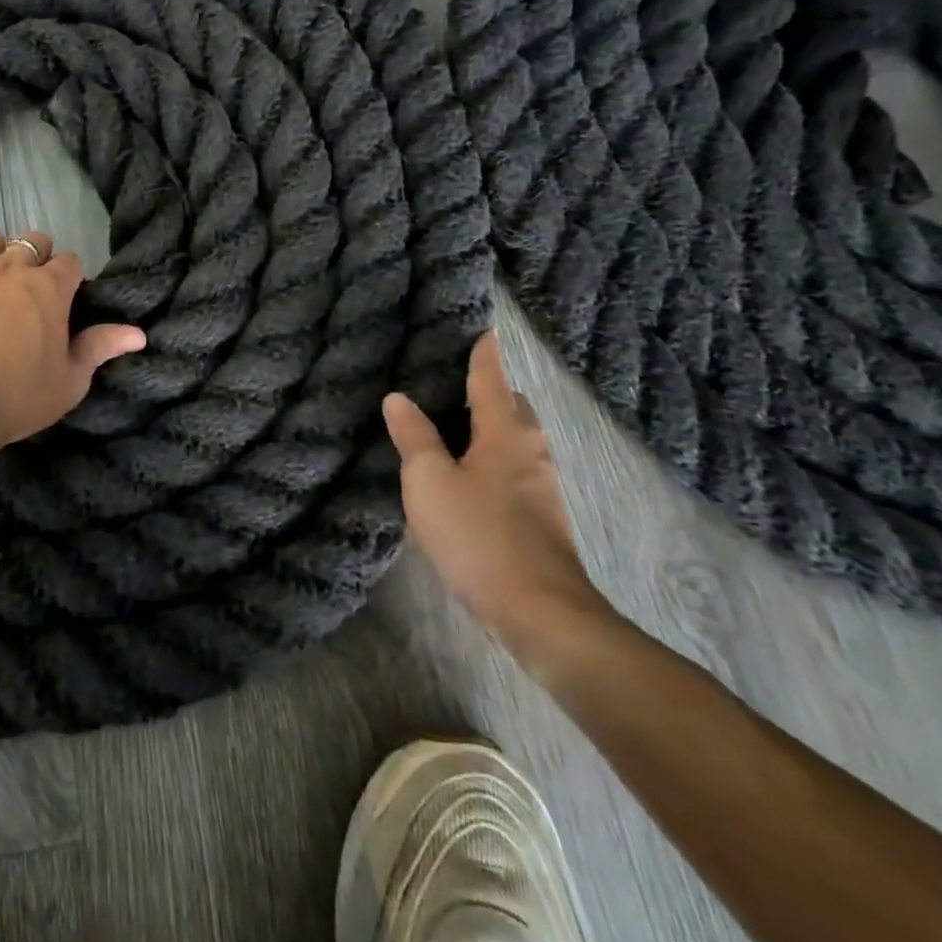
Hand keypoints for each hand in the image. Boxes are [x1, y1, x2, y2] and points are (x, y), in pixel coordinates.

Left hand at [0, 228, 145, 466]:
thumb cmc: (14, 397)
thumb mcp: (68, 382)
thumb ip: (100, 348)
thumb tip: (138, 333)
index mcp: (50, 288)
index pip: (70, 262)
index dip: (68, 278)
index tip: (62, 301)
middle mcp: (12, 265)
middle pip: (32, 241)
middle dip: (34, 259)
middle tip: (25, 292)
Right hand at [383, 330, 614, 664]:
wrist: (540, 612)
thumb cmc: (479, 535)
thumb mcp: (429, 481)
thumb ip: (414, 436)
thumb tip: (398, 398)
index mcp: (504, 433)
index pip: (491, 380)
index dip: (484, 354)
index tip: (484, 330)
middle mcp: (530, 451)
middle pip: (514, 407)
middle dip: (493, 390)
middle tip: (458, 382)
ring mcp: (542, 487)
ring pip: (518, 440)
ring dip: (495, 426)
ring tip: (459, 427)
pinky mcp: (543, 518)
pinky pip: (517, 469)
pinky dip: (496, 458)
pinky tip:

┄┄┄┄┄┄

## YOUR ASSIGNMENT
Whenever the word "thumb" turns up in a line of the listing above, copy the line.

## SOLUTION
thumb cmc: (14, 397)
thumb mcp: (68, 382)
thumb ip: (100, 348)
thumb tip: (138, 333)
thumb cmc: (479, 535)
thumb mcp: (429, 481)
thumb ip: (414, 436)
thumb tip: (398, 398)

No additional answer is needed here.